OK I'll give you my two cents on this.

If you count filter banks into this then two honorable mentions are the Res EQ (wait for v2, it will have CV control) and Monotropa (mine has a mod for tone control inside the feedback path, a "baxandall tilt EQ"). Those two are absolutely nuts. Especially the Res EQ is very non-linear and sounds gnarlier than anything else. You move only one band and the whole sound changes. Turning up a low band can make the sound brighter and vice-versa. It's completly crazy, you need to try it. Both are absolutely mental for feedback patching. If you decide for a Monotropa please buy it from RTFM on modular grid. He will build you one for a very fair price with the tone control mod that I mentioned. It's AWESOME!

The best dual/stereo filter for pinging, oscillations and FM is the Blades right now in my opinion. You have CV over the filter mode, routing and resonance. Especially resonance CV is a feature I absolutely love, every filter should have it.

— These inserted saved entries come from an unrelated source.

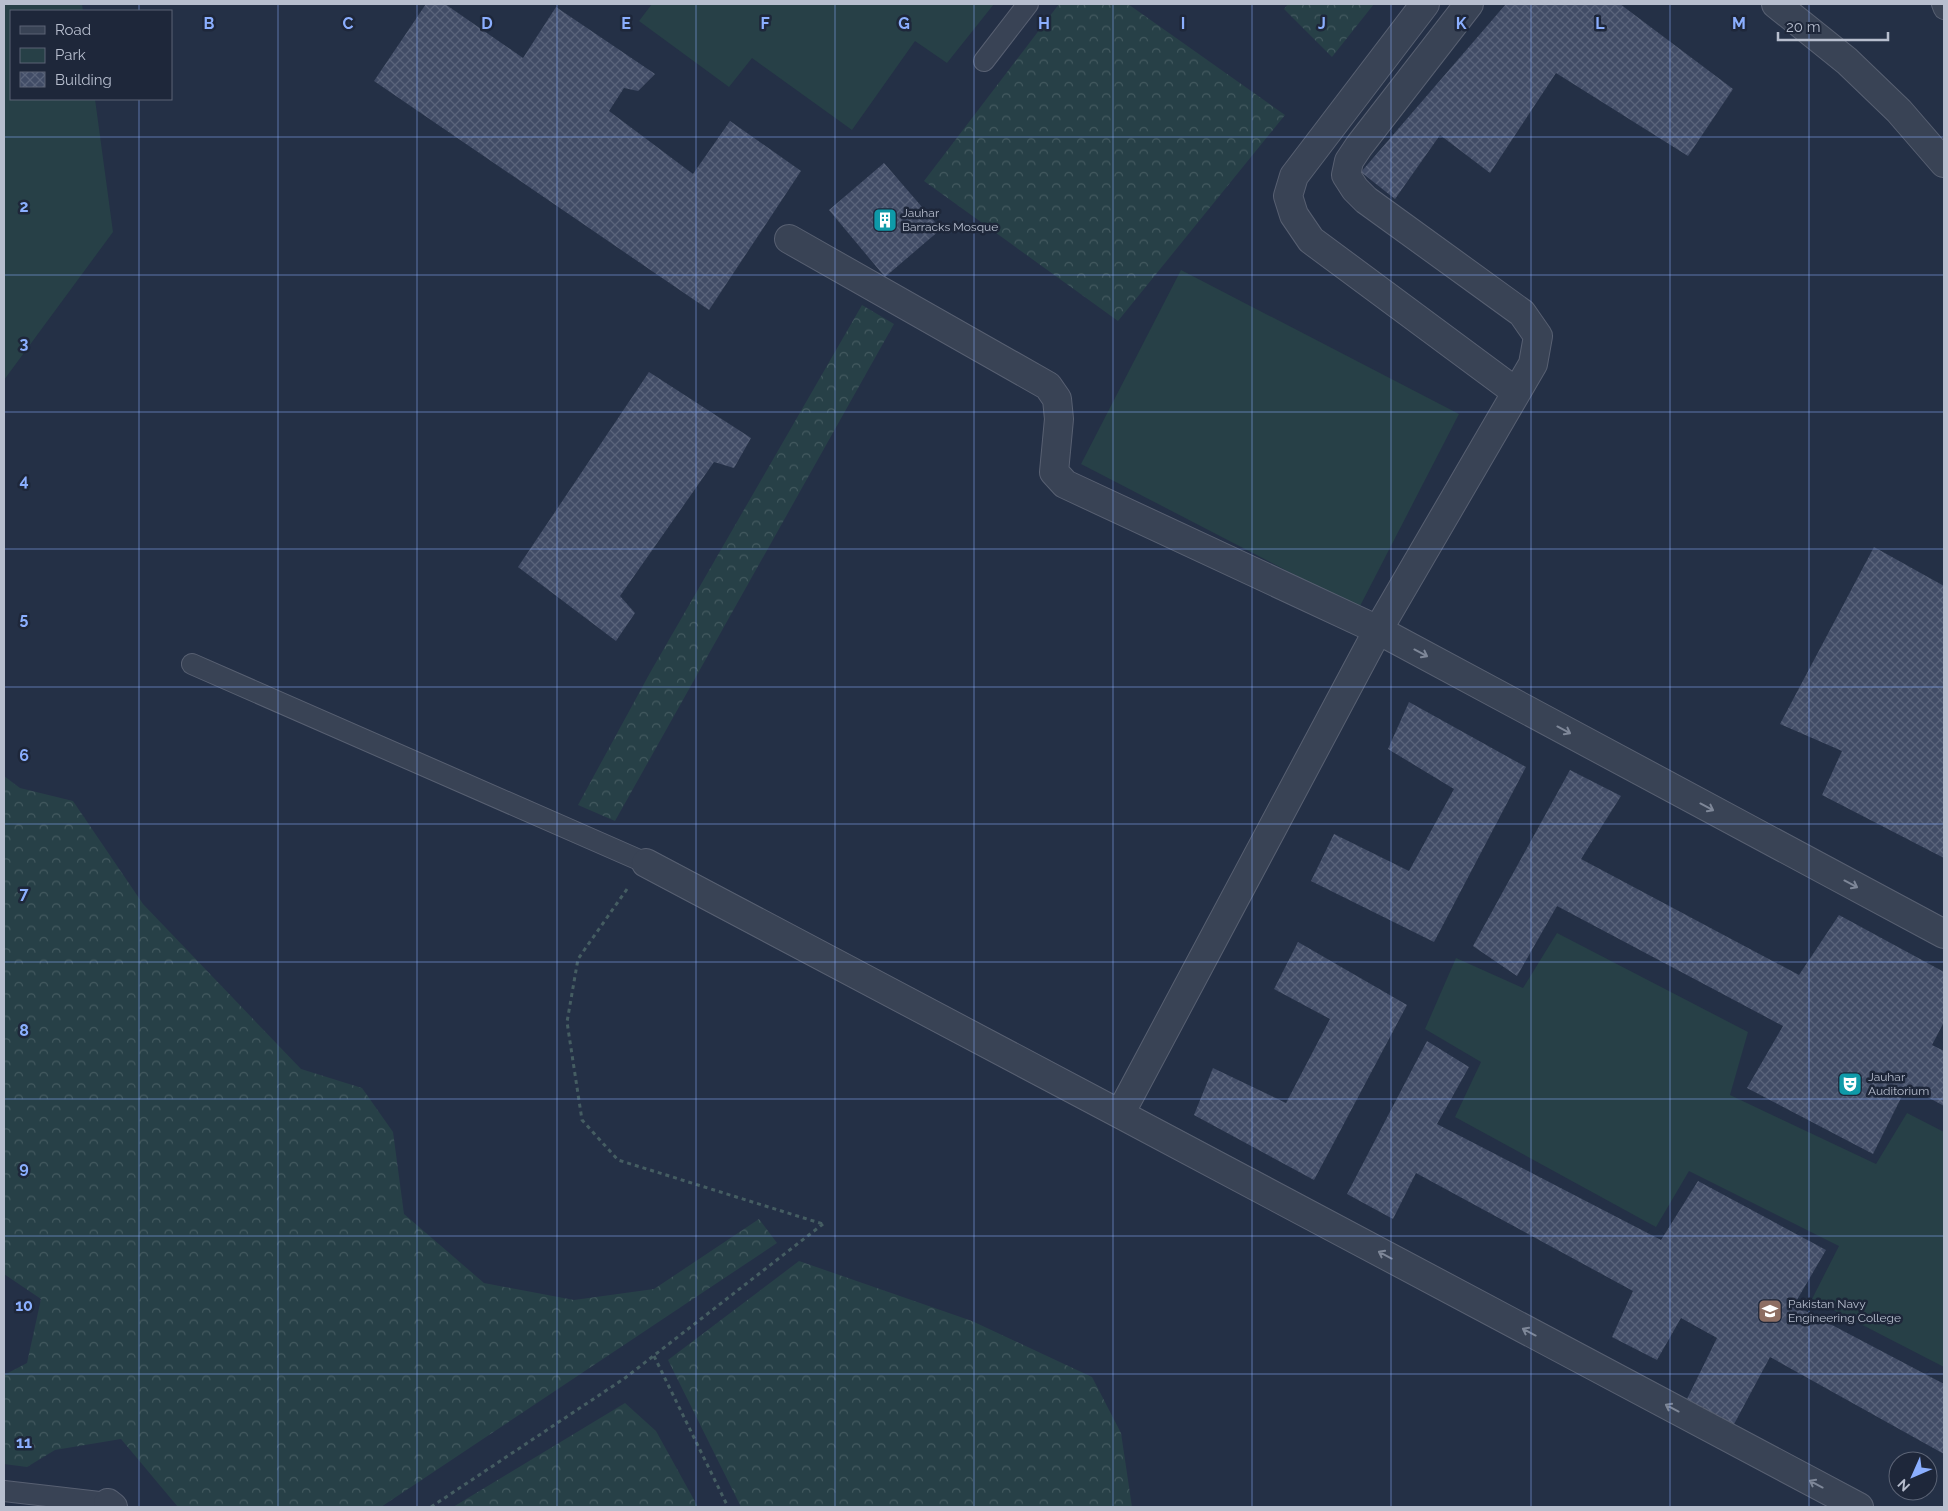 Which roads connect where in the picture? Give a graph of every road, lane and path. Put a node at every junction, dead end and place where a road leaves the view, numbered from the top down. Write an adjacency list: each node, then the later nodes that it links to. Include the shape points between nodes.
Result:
1 (1028, 4): 7 (lane)
2 (1425, 4): 10 (street, via 1294,176 1288,196 1294,216 1311,240)
3 (1469, 4): 10 (street, via 1359,146 1349,161 1346,175 1366,200 1522,313 1538,336 1533,364)
4 (1776, 4): 8 (street, via 1847,61 1899,111)
5 (1942, 4): 6 (lane)
6 (1944, 9)
7 (984, 61)
8 (1944, 163)
9 (789, 239): 11 (street, via 1048,386 1057,399 1059,420 1054,472 1066,484)
10 (1516, 392): 11 (street)
11 (1378, 630): 14 (street, one-way to 14); 15 (street)
12 (192, 664): 13 (lane)
13 (646, 863): 15 (street); 16 (path, via 578,959 567,1022 582,1120 618,1160 823,1224)
14 (1944, 934)
15 (1120, 1114): 21 (street, one-way to 15)
16 (654, 1356): 19 (path); 20 (path)
17 (4, 1491): 18 (lane)
18 (111, 1505)
19 (431, 1507)
20 (728, 1507)
21 (1859, 1507)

The best bang for buck filters with a character are the Bastl Cinnamon (harsher distortion, square-wavy) and the Doepfer Wasp (bubbly, with a slight fuzz from transistor distortion). They both sound amazing. Feature wise the Cinnamon has more to offer, it has VCA in it as well. Sound wise I would prefer the Wasp. Theres no filter like it. Even the clones don't sound quite like it. The Dual Wasp from Haible did not have the same sound unfortunately. The wasp filter can make these amazing bubbly, wet, water droplet type of sounds. Pairs perfectly with a benjolin and some reverb, love it. Highly recommended. You can get one on the used market for 50€, absolute no-brainer.

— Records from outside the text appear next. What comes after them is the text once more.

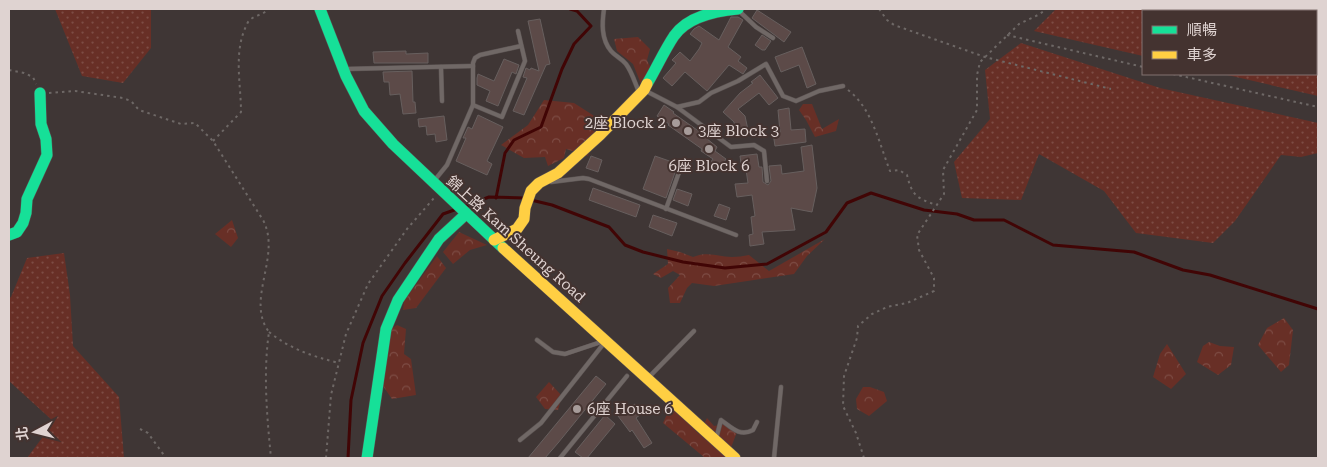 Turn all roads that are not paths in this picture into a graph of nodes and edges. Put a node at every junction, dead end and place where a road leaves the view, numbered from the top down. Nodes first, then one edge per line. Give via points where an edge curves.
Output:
1 (320, 9) edge
2 (604, 9) edge
3 (738, 9) edge
4 (518, 31) dead end
5 (773, 38) dead end
6 (521, 46) junction
7 (473, 66) junction
8 (441, 67) junction
9 (343, 69) junction
10 (843, 86) road end
11 (642, 92) junction
12 (40, 93) road end
13 (442, 101) dead end
14 (473, 105) junction
15 (677, 107) junction
16 (683, 161) dead end
17 (767, 180) dead end
18 (436, 187) junction
19 (535, 187) junction
20 (666, 209) junction
21 (464, 212) junction
22 (9, 235) edge
23 (736, 236) dead end
24 (494, 240) junction
25 (694, 331) dead end
26 (537, 340) dead end
27 (606, 340) junction
28 (627, 376) dead end
29 (649, 378) junction
30 (781, 387) dead end
31 (757, 422) dead end
32 (520, 440) dead end
33 (716, 440) junction
34 (367, 458) edge
35 (560, 458) edge
36 (735, 458) edge
37 (774, 458) edge

1 - 9 street, 錦上路 Kam Sheung Road
2 - 11 lane via 602,22 606,42 628,68
3 - 5 lane
3 - 11 street via 716,11 693,20 675,34
4 - 6 lane
6 - 7 lane via 480,55 475,58
6 - 14 lane via 525,61 502,117
7 - 8 lane
7 - 14 lane
8 - 9 lane
8 - 13 lane
9 - 18 street, 錦上路 Kam Sheung Road via 364,111
10 - 15 lane via 819,91 796,101 782,96 766,64 699,102
11 - 15 lane
11 - 19 street via 558,173
12 - 22 street via 47,155 27,199 24,223 17,232
14 - 18 lane
15 - 17 lane via 732,148 754,145 764,151
16 - 20 lane
18 - 21 street, 錦上路 Kam Sheung Road
19 - 20 lane via 583,178
19 - 24 street via 517,229
20 - 23 lane
21 - 24 street, 錦上路 Kam Sheung Road
21 - 34 street via 439,239 398,300 386,329
24 - 27 street, 錦上路 Kam Sheung Road
25 - 29 lane
26 - 27 lane via 553,352 565,354
27 - 29 street, 錦上路 Kam Sheung Road
27 - 32 lane via 541,423
28 - 35 lane
29 - 33 street, 錦上路 Kam Sheung Road
30 - 37 lane
31 - 33 lane via 753,430 743,434 722,420
33 - 36 street, 錦上路 Kam Sheung Road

Now for my favourite filter category: Slope Generators, the most versatile filters out there. One of them is Inertia by New Systems Instruments. I think it has the most impressive function density I have seen on a filter. It can be used as V/Oct-tracking oscillator, filter, slew, envelope generator, LFO, frequency divider, phase shifter, envelope follower and phase-locked-loop. The thing sounds absolutely crazy. The filter sounds that come out of it sound very "saw like". Like stepped or spiky, razor sharp. Beautiful module, phenomenal sound. Expensive but totally worth it. Very rewarding when experimenting and useful both as utilty, sound source or modulator.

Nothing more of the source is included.